═════ MATERIAL SUPPLIED

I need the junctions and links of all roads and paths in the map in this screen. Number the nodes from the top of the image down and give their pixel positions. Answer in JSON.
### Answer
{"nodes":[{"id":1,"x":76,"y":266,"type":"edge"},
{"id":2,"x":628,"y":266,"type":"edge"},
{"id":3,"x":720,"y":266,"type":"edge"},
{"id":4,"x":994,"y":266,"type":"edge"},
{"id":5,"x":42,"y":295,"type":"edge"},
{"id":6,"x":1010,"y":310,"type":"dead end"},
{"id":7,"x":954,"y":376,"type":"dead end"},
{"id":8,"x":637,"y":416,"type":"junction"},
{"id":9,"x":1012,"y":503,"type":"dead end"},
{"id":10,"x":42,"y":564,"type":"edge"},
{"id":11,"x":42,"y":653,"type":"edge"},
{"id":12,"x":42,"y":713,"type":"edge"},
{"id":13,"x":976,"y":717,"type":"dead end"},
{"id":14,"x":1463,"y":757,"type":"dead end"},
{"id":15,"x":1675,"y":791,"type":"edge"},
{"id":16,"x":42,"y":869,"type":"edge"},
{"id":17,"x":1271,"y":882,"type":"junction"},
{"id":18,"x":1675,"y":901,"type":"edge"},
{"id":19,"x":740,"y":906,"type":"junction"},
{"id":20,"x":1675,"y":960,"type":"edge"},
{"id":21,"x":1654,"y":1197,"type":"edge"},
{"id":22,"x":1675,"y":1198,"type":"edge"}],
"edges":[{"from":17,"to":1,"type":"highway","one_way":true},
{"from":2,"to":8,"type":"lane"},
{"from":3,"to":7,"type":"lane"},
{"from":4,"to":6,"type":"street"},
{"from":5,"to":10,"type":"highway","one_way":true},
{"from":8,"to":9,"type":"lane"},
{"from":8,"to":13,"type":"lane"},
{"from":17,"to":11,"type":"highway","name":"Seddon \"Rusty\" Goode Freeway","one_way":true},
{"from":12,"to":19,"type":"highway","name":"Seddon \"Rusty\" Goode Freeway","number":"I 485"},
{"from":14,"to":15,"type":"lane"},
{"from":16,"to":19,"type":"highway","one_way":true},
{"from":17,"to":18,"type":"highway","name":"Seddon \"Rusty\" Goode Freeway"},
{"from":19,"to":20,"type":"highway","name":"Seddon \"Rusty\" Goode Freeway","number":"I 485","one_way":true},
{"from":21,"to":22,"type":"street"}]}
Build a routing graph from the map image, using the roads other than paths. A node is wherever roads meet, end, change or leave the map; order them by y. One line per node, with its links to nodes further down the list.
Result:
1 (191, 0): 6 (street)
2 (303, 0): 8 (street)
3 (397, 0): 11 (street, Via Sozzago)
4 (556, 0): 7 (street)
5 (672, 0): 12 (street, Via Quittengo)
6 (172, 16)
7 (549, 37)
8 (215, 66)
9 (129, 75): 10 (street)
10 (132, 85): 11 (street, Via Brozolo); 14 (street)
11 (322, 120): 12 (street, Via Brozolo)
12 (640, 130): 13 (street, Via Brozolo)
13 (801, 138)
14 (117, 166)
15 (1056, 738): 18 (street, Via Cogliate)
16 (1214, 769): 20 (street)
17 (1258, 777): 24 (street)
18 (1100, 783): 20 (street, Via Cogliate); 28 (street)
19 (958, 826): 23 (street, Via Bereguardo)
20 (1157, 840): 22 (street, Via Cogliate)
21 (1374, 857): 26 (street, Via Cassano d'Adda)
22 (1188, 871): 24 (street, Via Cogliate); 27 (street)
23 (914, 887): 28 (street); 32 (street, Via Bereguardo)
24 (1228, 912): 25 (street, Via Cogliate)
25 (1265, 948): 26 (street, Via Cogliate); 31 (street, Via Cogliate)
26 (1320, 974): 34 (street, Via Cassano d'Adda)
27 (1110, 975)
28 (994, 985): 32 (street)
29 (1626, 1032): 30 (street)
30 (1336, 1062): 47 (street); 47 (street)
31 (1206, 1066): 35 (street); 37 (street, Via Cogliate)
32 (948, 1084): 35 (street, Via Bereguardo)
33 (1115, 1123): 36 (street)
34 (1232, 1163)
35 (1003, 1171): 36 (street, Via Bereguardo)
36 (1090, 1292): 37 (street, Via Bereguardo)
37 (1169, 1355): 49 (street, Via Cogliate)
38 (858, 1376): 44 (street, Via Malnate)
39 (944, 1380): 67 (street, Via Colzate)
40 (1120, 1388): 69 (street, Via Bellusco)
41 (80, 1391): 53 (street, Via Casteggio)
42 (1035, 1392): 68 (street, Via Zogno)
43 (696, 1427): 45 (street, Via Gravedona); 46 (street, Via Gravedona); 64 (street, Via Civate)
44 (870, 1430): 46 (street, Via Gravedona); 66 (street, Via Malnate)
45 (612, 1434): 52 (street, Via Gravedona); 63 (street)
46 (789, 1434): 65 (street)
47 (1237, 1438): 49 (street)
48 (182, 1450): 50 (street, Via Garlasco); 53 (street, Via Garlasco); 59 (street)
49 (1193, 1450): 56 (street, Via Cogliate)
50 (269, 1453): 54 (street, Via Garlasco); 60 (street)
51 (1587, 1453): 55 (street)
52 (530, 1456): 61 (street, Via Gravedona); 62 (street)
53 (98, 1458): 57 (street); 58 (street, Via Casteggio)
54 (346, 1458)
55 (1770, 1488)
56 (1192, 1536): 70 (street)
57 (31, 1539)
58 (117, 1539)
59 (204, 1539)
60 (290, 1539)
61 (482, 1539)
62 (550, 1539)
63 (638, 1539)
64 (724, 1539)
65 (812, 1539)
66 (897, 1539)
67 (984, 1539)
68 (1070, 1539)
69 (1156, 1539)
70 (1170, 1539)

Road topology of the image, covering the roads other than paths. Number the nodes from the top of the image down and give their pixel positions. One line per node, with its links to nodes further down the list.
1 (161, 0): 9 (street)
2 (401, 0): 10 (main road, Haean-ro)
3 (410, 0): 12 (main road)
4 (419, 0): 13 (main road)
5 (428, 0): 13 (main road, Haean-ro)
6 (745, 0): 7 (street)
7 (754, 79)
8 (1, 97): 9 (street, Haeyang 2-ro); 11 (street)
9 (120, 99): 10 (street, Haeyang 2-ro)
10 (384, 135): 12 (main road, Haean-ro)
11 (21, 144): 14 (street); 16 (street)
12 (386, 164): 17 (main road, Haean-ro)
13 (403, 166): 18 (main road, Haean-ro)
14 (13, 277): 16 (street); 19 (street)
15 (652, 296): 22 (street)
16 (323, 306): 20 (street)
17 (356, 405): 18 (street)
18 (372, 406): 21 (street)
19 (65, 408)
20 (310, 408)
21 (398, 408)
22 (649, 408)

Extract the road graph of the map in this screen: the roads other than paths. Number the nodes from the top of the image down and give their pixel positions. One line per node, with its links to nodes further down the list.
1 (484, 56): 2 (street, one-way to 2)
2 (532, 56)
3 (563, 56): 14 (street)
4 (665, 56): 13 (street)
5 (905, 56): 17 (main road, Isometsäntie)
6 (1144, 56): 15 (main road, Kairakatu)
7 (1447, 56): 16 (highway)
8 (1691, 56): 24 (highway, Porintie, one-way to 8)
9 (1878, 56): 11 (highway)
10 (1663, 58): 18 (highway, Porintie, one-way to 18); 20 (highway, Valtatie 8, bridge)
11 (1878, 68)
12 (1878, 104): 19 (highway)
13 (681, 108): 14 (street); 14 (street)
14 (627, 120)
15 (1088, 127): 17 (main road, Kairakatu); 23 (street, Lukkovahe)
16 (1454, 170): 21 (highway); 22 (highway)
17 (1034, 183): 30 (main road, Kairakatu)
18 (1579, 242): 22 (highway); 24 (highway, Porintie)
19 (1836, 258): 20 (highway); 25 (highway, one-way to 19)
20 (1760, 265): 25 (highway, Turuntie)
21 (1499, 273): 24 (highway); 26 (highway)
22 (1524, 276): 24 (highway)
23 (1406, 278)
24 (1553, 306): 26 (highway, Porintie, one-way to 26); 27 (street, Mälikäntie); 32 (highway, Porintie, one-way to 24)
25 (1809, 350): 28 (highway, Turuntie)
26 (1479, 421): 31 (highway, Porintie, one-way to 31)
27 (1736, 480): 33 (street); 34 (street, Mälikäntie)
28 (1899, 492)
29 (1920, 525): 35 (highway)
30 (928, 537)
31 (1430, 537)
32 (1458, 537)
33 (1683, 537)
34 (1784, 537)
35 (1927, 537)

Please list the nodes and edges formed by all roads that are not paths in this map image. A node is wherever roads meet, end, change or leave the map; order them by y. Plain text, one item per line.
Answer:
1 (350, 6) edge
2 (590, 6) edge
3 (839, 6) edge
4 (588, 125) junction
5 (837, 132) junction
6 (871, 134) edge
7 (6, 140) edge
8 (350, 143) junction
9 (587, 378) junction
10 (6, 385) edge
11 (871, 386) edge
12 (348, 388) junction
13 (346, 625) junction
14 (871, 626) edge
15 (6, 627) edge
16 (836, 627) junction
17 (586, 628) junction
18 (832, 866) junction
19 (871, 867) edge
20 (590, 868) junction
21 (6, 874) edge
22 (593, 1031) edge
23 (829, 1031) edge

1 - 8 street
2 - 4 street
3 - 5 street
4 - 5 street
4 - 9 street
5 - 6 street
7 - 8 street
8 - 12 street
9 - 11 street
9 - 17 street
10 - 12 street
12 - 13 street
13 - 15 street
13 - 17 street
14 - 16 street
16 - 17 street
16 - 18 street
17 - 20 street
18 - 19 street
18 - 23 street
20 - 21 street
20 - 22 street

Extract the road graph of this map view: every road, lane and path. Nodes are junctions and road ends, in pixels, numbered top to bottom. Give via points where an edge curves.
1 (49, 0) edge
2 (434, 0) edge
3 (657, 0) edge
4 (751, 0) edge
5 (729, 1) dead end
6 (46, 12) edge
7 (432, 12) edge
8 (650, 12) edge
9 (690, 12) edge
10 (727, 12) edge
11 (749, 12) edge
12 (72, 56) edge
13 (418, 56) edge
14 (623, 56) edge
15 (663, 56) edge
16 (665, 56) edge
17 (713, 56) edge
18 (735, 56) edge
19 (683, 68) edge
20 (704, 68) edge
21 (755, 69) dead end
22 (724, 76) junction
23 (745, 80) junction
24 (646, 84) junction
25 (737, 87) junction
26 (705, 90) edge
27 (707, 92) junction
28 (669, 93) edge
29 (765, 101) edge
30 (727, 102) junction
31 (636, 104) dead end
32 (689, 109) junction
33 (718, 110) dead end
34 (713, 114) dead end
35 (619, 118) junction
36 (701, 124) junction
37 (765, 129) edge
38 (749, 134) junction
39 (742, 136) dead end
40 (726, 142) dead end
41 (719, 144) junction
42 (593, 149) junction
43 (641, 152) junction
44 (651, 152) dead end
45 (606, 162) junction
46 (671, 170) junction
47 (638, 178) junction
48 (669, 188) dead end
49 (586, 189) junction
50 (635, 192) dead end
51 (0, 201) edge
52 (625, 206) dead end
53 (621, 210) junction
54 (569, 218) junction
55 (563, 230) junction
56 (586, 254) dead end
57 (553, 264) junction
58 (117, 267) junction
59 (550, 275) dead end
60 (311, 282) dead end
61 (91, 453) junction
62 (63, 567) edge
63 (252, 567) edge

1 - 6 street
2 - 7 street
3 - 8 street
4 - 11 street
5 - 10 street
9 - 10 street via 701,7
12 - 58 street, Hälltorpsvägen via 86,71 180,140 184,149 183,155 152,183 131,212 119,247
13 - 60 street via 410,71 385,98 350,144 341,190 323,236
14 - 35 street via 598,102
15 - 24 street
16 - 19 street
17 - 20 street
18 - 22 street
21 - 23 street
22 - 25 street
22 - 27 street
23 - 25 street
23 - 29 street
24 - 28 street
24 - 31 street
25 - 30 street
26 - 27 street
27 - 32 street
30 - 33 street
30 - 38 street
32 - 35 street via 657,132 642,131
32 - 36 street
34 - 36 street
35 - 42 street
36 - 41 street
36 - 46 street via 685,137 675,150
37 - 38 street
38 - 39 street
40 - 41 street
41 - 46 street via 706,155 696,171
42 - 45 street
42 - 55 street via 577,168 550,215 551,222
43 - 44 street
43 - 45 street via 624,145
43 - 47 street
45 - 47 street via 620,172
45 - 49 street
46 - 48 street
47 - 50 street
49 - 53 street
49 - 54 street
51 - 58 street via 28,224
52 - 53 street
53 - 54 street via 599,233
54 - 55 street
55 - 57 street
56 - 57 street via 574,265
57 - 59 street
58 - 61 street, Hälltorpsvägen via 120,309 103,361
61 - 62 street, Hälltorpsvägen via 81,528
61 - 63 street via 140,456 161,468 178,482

══════════

> _WHAT THIS TASK INVOLVES_
Search the data for "Casteggio". Copy every line that has it.

> _ANSWER TO THIS TASK_
41 (80, 1391): 53 (street, Via Casteggio)
53 (98, 1458): 57 (street); 58 (street, Via Casteggio)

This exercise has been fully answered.